In the single-institution study, 40 women with histologically confirmed recurrent ovarian cancer and measurable disease per immune-related Response Evaluation Criteria in Solid Tumors (irRECIST) received intravenous pembrolizumab 200 mg, and bevacizumab 15 mg/kg, every 3 weeks, and oral cyclophosphamide 50 mg once daily during a 21-day treatment cycle until disease progression, unacceptable toxic effects, or withdrawal of consent.

The mean age of the participants was 62.2 years; 30 (75%) had platinum-resistant ovarian cancer, and 10 (25%) had platinum-sensitive disease. The mean number of lines of prior chemotherapy was 3.4 for the overall cohort and 3.8 for those with platinum-resistant disease. Fourteen (35.0%) patients had prior exposure to bevacizumab and 5 (12.5%) had prior oral cyclophosphamide exposure.

Fourteen (35.0%) patients had germline or somatic BRCA variants, 23 (57.5%) patients had BRCA-negative status (germline and somatic), and 3 (7.5%) had unknown BRCA status.

Three (7.5%) women had a complete response (CR) and 16 (40.0%) had a partial response (PR) per irRECIST, for an objective response rate (ORR) of 47.5%. Another 19 (47.5%) patients had stable disease, for a clinical benefit rate of 95.0%. Median time to best response was 5.8 months.

There were 6 confirmed PRs in patients with platinum-sensitive disease (ORR, 60.0%) compared with 13 PRs and CRs (9 confirmed) in patients with platinum-resistant disease (ORR, 43.3%). Durable responses were achieved in 10 (25.0%) patients.

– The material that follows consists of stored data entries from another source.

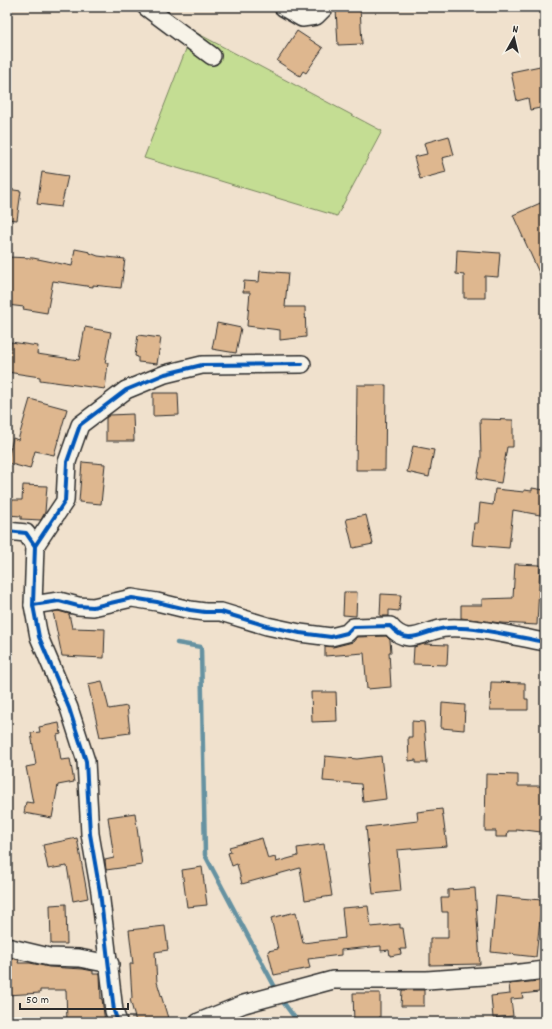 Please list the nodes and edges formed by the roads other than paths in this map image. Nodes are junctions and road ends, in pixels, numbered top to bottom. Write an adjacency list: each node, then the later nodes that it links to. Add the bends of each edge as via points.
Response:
1 (146, 7): 4 (street)
2 (283, 7): 3 (street, via 302,18 316,16)
3 (325, 7)
4 (212, 56)
5 (302, 364): 7 (street, via 202,365 165,374 126,390 80,425 67,462 65,501)
6 (7, 531): 7 (street, via 26,533)
7 (34, 546): 8 (street)
8 (33, 604): 9 (street, via 59,601 93,607 132,598 190,610 221,612 300,633 332,636 347,633 353,627 390,626 404,636 417,637 446,628); 11 (street, via 39,637 69,708 86,761 90,834)
9 (545, 642)
10 (7, 947): 11 (street, via 49,957 80,958)
11 (110, 964): 13 (street, via 114,1011)
12 (545, 970): 14 (street, via 427,980 333,980 244,1004)
13 (118, 1022)
14 (199, 1022) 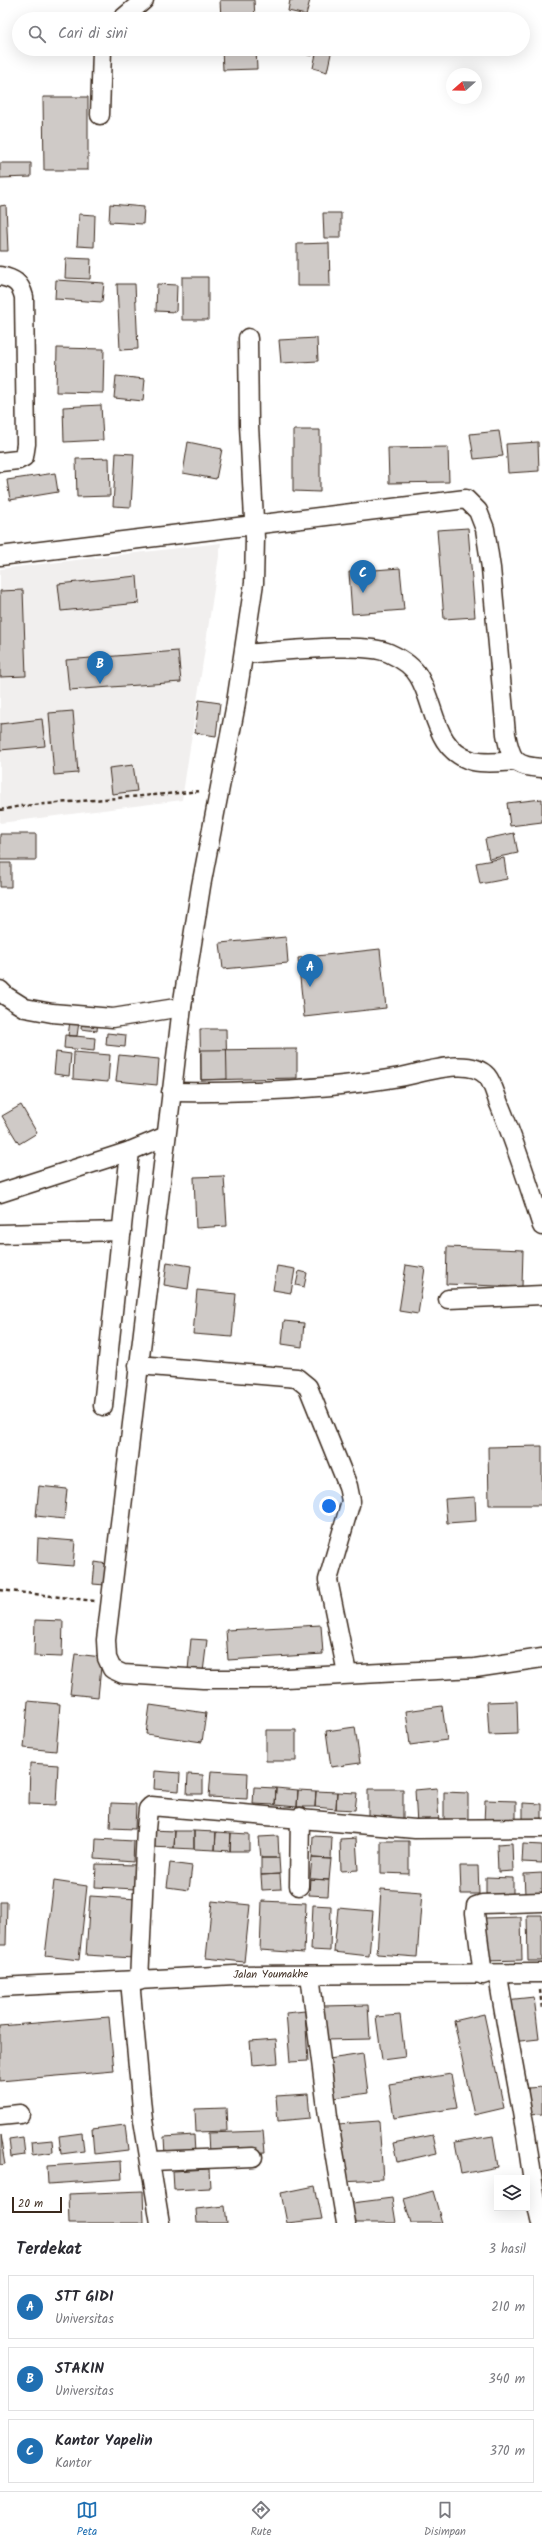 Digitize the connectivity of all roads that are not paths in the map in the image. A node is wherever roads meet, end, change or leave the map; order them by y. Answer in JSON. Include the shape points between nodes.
{"nodes":[{"id":1,"x":144,"y":0,"type":"edge"},
{"id":2,"x":130,"y":12,"type":"edge"},
{"id":3,"x":102,"y":56,"type":"edge"},
{"id":4,"x":100,"y":115,"type":"dead end"},
{"id":5,"x":0,"y":276,"type":"edge"},
{"id":6,"x":248,"y":338,"type":"dead end"},
{"id":7,"x":0,"y":462,"type":"edge"},
{"id":8,"x":254,"y":523,"type":"junction"},
{"id":9,"x":0,"y":556,"type":"edge"},
{"id":10,"x":244,"y":654,"type":"junction"},
{"id":11,"x":515,"y":761,"type":"junction"},
{"id":12,"x":542,"y":768,"type":"edge"},
{"id":13,"x":0,"y":990,"type":"edge"},
{"id":14,"x":182,"y":1007,"type":"junction"},
{"id":15,"x":0,"y":1008,"type":"edge"},
{"id":16,"x":25,"y":1008,"type":"junction"},
{"id":17,"x":170,"y":1100,"type":"junction"},
{"id":18,"x":167,"y":1132,"type":"junction"},
{"id":19,"x":130,"y":1151,"type":"junction"},
{"id":20,"x":0,"y":1193,"type":"edge"},
{"id":21,"x":542,"y":1226,"type":"edge"},
{"id":22,"x":122,"y":1231,"type":"junction"},
{"id":23,"x":0,"y":1234,"type":"edge"},
{"id":24,"x":542,"y":1295,"type":"edge"},
{"id":25,"x":448,"y":1298,"type":"dead end"},
{"id":26,"x":138,"y":1365,"type":"junction"},
{"id":27,"x":104,"y":1406,"type":"dead end"},
{"id":28,"x":542,"y":1658,"type":"edge"},
{"id":29,"x":347,"y":1673,"type":"junction"},
{"id":30,"x":300,"y":1817,"type":"junction"},
{"id":31,"x":542,"y":1828,"type":"edge"},
{"id":32,"x":299,"y":1886,"type":"dead end"},
{"id":33,"x":542,"y":1902,"type":"edge"},
{"id":34,"x":542,"y":1973,"type":"edge"},
{"id":35,"x":310,"y":1975,"type":"junction"},
{"id":36,"x":490,"y":1975,"type":"junction"},
{"id":37,"x":135,"y":1981,"type":"junction"},
{"id":38,"x":0,"y":1987,"type":"edge"},
{"id":39,"x":20,"y":2114,"type":"dead end"},
{"id":40,"x":0,"y":2116,"type":"edge"},
{"id":41,"x":253,"y":2157,"type":"dead end"},
{"id":42,"x":151,"y":2161,"type":"junction"},
{"id":43,"x":160,"y":2223,"type":"edge"},
{"id":44,"x":346,"y":2223,"type":"edge"},
{"id":45,"x":541,"y":2223,"type":"edge"}],
"edges":[{"from":1,"to":2,"type":"street"},
{"from":3,"to":4,"type":"street"},
{"from":5,"to":7,"type":"street","via":[[14,279],[21,287],[24,297],[26,444],[24,457]]},
{"from":6,"to":8,"type":"street"},
{"from":8,"to":9,"type":"street","via":[[82,548]]},
{"from":8,"to":10,"type":"street","via":[[254,584]]},
{"from":8,"to":11,"type":"street","via":[[466,499],[472,503],[478,510],[486,537],[506,734],[509,751]]},
{"from":10,"to":11,"type":"street","via":[[323,649],[387,652],[406,662],[419,677],[437,726],[447,744],[459,755],[473,761]]},
{"from":10,"to":14,"type":"street","via":[[221,790],[201,886]]},
{"from":11,"to":12,"type":"street","via":[[525,767]]},
{"from":13,"to":16,"type":"street"},
{"from":14,"to":16,"type":"street","via":[[114,1018]]},
{"from":14,"to":17,"type":"street"},
{"from":15,"to":16,"type":"street"},
{"from":17,"to":18,"type":"street"},
{"from":17,"to":21,"type":"street","via":[[316,1089],[460,1065],[474,1066],[487,1076],[496,1096],[516,1144]]},
{"from":18,"to":19,"type":"street"},
{"from":18,"to":26,"type":"street"},
{"from":19,"to":20,"type":"street"},
{"from":19,"to":22,"type":"street"},
{"from":22,"to":23,"type":"street"},
{"from":22,"to":27,"type":"street"},
{"from":24,"to":25,"type":"street"},
{"from":26,"to":29,"type":"street","via":[[297,1378],[308,1387],[348,1486],[351,1501],[328,1580]]},
{"from":26,"to":29,"type":"street","via":[[106,1640],[107,1658],[112,1669],[123,1674],[203,1679],[266,1680]]},
{"from":28,"to":29,"type":"street","via":[[475,1668]]},
{"from":30,"to":31,"type":"street","via":[[415,1829]]},
{"from":30,"to":32,"type":"street"},
{"from":30,"to":37,"type":"street","via":[[151,1806],[148,1809],[146,1829]]},
{"from":33,"to":36,"type":"street","via":[[476,1906],[475,1913]]},
{"from":34,"to":36,"type":"street","name":"Jalan Youmakhe"},
{"from":35,"to":36,"type":"street","name":"Jalan Youmakhe"},
{"from":35,"to":37,"type":"street","name":"Jalan Youmakhe","via":[[235,1975]]},
{"from":35,"to":44,"type":"street","via":[[328,2116]]},
{"from":36,"to":45,"type":"street","via":[[506,2036]]},
{"from":37,"to":38,"type":"street","name":"Jalan Youmakhe"},
{"from":37,"to":42,"type":"street","via":[[138,2079]]},
{"from":39,"to":40,"type":"street"},
{"from":41,"to":42,"type":"street"},
{"from":42,"to":43,"type":"street"}]}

The 7-month PFS rate was 0.67 (90% confidence interval, 0.53-0.78), the investigators noted, which exceeded the predefined threshold of 0.3 to be considered significant in a heavily pretreated ovarian cancer cohort.

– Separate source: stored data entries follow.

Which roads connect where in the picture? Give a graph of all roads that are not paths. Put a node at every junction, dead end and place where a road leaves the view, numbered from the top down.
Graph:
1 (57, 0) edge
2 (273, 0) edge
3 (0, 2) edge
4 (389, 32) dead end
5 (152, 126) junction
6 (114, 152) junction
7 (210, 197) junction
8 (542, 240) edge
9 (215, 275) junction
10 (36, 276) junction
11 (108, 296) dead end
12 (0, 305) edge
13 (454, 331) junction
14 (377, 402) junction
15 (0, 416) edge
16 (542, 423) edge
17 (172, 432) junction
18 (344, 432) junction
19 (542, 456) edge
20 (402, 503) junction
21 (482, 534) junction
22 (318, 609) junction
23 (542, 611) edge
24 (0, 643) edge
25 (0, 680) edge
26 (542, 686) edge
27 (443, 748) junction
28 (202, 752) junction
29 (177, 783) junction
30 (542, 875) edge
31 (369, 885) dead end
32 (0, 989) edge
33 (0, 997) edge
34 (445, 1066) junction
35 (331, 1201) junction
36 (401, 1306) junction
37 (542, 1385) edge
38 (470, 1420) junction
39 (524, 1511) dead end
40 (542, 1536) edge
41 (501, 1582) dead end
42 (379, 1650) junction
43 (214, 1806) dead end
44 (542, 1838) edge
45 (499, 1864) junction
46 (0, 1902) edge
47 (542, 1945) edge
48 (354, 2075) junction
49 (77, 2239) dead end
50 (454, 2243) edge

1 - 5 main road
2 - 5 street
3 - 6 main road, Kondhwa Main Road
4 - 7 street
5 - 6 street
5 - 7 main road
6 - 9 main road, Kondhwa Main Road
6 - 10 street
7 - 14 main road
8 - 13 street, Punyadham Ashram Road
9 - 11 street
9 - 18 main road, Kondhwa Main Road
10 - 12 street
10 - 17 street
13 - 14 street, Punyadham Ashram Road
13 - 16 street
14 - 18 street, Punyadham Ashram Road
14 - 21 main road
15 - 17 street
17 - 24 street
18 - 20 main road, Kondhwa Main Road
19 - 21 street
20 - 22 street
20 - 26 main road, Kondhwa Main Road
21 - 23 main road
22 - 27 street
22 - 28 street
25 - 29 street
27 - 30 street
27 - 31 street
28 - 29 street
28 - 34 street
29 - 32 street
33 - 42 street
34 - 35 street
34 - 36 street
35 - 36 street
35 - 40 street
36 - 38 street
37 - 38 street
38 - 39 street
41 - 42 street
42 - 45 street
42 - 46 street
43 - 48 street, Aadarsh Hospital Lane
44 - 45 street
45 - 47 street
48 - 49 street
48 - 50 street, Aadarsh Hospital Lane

Patients with platinum-sensitive disease had a median PFS of 20.2 months compared with 7.6 months in patients with platinum-resistant disease (P = .16).

Patients who received ≤3 lines of prior chemotherapy before being enrolled had significantly better PFS (10.8 vs 6.5 months; P = .03) and overall survival (26.1 vs 12.5 months; P = .03), compared with patients with ≥3 prior lines of treatment.

The most common grade 3/4 treatment-related adverse events were hypertension (15.0%) and lymphopenia (7.5%). The most frequently reported adverse events of any grade were fatigue (45.0%), diarrhea (32.5%), and hypertension (27.5%).